Acht Erinnerungsorte zu sieben Schriftstellern betreut das Literaturnetzwerk Oberschwaben der Ernst Jünger-Stiftung, die von der Kreissparkasse Biberach verwaltet wird (siehe Kasten). Diese Stätten sind für die Jahre 2018 und 2019 in einer Projektphase zusammengefasst und möchten durch verschiedene Aktionen das Museumskonzept auf dem Lande bekannter machen, die kleineren Museen vernetzen, gemeinsame Auftritte und Projekte angehen. Jürgen Keller von der Jünger-Stiftung sagte dazu: „Wir wollen eine breitere Öffentlichkeit erreichen – für eine Perle wie zum Beispiel hier in Wilflingen .“ Die größere Basis der Besucher fehle; weitere Interessierte, Schüler und Gruppen, Einheimische und Fremde sollen aufmerksam gemacht werden. Überwiegend seien die Erinnerungsorte nur dem Fachpublikum bekannt – so wie dieser „authentische Wohn-, Lebens- und Arbeitsraum“ Ernst Jüngers (1895 bis 1998), in dem er fast 50 Jahre verbrachte.

Bei der Gesprächsrunde in der Bibliothek des Schlosses – dem ehemaligen Pferdestall, so Franz Schenk Freiherr von Stauffenberg schmunzelnd in seiner kurzen Begrüßung – saßen Jünger- und Heidegger-Experten am Tisch: Dr. Franz Schwarzbauer, noch wenige Tage Kulturamtsleiter der Stadt Ravensburg, und Professor Holger Zaborowski, Rektor der Philosophisch-Theologischen Hochschule Vallendar nahe Koblenz. Dr. Thomas Schmidt vom Deutschen Literaturarchiv in Marbach und federführend bei der Neugestaltung des Jünger-Hauses vor wenigen Jahren moderierte das Gespräch über die Erinnerungskultur im öffentlichen Raum und deren Zukunft. Solche Erinnerungsorte für einen Schriftsteller, so Franz Schwarzbauer, seien stilprägend geworden; als Beispiel beschrieb er das Goethe-Haus in Weimar. Sie verbänden die Privatsphäre mit der öffentlichen Wahrnehmung in einem „inszenierten“ Innenraum.

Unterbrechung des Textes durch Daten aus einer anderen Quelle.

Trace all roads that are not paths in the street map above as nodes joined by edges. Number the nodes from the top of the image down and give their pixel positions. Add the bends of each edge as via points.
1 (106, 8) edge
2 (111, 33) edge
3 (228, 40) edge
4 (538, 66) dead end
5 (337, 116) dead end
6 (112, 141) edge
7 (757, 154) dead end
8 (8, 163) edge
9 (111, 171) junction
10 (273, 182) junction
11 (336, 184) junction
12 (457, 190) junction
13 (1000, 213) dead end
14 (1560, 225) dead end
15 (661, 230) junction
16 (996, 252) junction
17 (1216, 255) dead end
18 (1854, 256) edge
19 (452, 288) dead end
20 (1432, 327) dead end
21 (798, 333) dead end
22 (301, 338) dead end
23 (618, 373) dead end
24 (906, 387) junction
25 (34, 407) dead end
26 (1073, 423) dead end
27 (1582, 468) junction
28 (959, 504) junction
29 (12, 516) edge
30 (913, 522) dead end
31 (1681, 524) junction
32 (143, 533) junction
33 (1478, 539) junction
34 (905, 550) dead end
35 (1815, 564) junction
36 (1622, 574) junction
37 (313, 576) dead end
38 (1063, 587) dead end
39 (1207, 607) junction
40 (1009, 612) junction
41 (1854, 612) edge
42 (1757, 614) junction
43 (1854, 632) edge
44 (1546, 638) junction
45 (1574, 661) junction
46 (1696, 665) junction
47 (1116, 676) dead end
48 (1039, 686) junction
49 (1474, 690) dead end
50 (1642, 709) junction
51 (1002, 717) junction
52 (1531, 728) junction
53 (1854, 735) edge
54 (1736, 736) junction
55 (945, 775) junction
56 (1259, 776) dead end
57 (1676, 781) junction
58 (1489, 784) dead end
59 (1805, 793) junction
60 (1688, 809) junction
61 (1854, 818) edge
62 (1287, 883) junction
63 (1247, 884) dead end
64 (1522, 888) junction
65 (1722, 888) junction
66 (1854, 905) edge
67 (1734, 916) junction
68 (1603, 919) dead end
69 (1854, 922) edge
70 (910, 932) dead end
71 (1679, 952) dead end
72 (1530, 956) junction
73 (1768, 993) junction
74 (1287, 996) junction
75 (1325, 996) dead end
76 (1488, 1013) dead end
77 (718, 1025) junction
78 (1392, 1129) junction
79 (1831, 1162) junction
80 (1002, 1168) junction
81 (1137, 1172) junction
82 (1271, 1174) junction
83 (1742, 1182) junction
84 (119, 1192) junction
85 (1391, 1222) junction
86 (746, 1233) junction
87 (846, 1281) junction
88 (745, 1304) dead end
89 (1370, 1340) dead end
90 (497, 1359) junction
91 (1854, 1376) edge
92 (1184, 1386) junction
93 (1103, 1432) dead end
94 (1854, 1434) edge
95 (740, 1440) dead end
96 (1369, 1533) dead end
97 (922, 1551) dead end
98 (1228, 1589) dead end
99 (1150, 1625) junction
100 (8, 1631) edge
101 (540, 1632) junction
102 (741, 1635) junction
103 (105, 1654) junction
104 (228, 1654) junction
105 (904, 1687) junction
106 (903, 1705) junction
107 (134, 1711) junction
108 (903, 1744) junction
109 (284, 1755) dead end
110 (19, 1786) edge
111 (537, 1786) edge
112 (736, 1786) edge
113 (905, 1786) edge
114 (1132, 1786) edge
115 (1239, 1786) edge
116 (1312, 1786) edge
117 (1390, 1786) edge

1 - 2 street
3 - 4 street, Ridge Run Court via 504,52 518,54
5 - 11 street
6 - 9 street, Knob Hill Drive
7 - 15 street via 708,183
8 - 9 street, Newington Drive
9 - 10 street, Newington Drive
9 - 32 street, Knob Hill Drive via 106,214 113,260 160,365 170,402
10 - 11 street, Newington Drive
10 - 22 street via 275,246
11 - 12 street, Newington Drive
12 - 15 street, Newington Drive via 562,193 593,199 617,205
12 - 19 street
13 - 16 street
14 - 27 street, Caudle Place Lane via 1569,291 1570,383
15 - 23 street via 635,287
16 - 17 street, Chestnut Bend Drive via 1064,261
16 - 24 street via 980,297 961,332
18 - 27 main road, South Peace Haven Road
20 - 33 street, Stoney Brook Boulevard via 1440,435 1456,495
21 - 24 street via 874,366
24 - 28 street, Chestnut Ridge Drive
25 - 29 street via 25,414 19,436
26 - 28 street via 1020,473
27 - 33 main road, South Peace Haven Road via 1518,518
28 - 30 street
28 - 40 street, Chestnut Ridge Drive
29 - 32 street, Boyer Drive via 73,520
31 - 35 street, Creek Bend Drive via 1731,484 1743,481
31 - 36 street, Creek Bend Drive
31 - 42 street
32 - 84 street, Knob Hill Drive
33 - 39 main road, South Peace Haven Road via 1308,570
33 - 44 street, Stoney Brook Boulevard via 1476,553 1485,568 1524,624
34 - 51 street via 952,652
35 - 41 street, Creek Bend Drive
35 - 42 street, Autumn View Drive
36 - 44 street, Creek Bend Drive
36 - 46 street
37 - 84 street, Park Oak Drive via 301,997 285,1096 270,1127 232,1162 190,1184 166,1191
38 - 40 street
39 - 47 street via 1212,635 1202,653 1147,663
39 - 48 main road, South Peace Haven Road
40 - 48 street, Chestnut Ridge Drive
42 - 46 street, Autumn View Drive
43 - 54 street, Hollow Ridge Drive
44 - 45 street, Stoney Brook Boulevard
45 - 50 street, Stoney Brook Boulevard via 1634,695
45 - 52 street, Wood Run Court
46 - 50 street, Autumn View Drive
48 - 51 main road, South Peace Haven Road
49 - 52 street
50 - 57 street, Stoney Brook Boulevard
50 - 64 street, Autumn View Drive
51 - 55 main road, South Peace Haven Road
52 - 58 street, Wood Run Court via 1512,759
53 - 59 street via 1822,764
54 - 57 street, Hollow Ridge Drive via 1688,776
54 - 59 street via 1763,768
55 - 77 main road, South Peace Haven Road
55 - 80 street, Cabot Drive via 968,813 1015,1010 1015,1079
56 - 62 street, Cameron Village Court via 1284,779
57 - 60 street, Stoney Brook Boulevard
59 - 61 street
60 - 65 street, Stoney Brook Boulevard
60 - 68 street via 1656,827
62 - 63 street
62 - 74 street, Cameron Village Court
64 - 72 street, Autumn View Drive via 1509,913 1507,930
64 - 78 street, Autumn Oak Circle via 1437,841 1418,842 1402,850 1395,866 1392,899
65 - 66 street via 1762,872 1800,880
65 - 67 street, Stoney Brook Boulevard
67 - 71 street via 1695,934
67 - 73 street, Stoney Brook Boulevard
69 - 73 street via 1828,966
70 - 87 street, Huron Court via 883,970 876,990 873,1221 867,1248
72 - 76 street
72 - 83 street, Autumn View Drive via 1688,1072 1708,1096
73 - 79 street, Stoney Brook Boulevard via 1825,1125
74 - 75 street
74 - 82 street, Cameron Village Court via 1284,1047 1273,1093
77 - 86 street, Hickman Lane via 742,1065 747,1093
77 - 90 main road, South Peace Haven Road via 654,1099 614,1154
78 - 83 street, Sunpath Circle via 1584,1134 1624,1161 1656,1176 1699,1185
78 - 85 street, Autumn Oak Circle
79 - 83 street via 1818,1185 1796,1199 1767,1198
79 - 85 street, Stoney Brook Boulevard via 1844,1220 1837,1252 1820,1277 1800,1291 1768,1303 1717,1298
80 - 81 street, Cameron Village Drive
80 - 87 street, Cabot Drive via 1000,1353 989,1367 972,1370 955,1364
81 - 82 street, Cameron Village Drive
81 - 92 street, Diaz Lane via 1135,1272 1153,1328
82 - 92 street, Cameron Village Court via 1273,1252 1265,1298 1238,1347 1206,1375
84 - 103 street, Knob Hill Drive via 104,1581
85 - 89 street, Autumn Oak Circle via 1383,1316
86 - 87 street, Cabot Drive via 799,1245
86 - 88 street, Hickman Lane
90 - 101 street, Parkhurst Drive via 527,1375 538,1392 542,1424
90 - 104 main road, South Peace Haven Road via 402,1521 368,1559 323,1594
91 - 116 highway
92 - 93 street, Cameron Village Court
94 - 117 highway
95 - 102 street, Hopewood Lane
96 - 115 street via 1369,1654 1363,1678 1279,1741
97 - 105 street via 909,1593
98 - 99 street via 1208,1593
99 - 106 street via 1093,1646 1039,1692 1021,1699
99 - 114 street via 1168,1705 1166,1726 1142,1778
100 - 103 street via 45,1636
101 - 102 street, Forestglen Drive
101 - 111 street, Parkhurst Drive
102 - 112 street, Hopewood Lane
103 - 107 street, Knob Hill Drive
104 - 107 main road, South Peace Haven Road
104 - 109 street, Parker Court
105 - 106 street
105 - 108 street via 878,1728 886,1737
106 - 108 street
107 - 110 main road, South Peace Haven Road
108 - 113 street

Auf unterschiedliche Gedenktraditionen in unterschiedlichen politischen Systemen wies Holger Zaborowski hin. Erinnerung sei wichtig für die Identität, werde jedoch zunehmend schwierig durch eine pluralistischer gewordene Gesellschaft. Bei Jünger sprach er das Aufbrechen an, das In-Frage-Stellen von Ideologischem, von Mythologischem: „Was ist Jünger für uns heute?“ Die Person müsse in ihrer Ambivalenz darstellbar sein an solch einem Erinnerungsort; auch das Zeigen ihrer „Gebrochenheit“, ihrer Komplexität sei möglich und notwendig: „Nicht überall gern gesehen!“ Bei der Einordnung in den geschichtlichen Kontext – bei Ernst Jünger wie bei Martin Heidegger (1889 bis 1976) – könnten solche Erinnerungsorte eine wichtige Rolle spielen.

Und Thomas Schmidt ergänzte die Gedanken mit dem Hinweis auf diesen Ort der Erinnerung im ehemaligen Forsthaus des Schlosses in Wilflingen: „Ein Höchstgrad an Authentizität“ sei hier möglich. Ein Sonderfall. Jüngers Lebenswelt werde gezeigt, entziehe sich jedoch jeder Einordnung von rechts oder links. Jünger habe sich gegen eine Vereinnahmung gestellt. Und Schmidt zitierte dazu den häufig umstrittenen Schriftsteller und Philosophen: „Ich bin nicht links, ich bin nicht rechts – und in der Mitte bin ich schon gar nicht!“

Die Herausforderungen der Zukunft, schloss Holger Zaborowski, lägen in der Veränderung der Gesellschaft – nicht nur durch neue Medien. Kritische Auseinandersetzungen mit Texten seien notwendig, solche Erinnerungsorte dabei wichtig. Sie böten Begegnungen mit unterschiedlichen Menschen, öffneten „Gesprächsräume“. Wie in diesem Haus.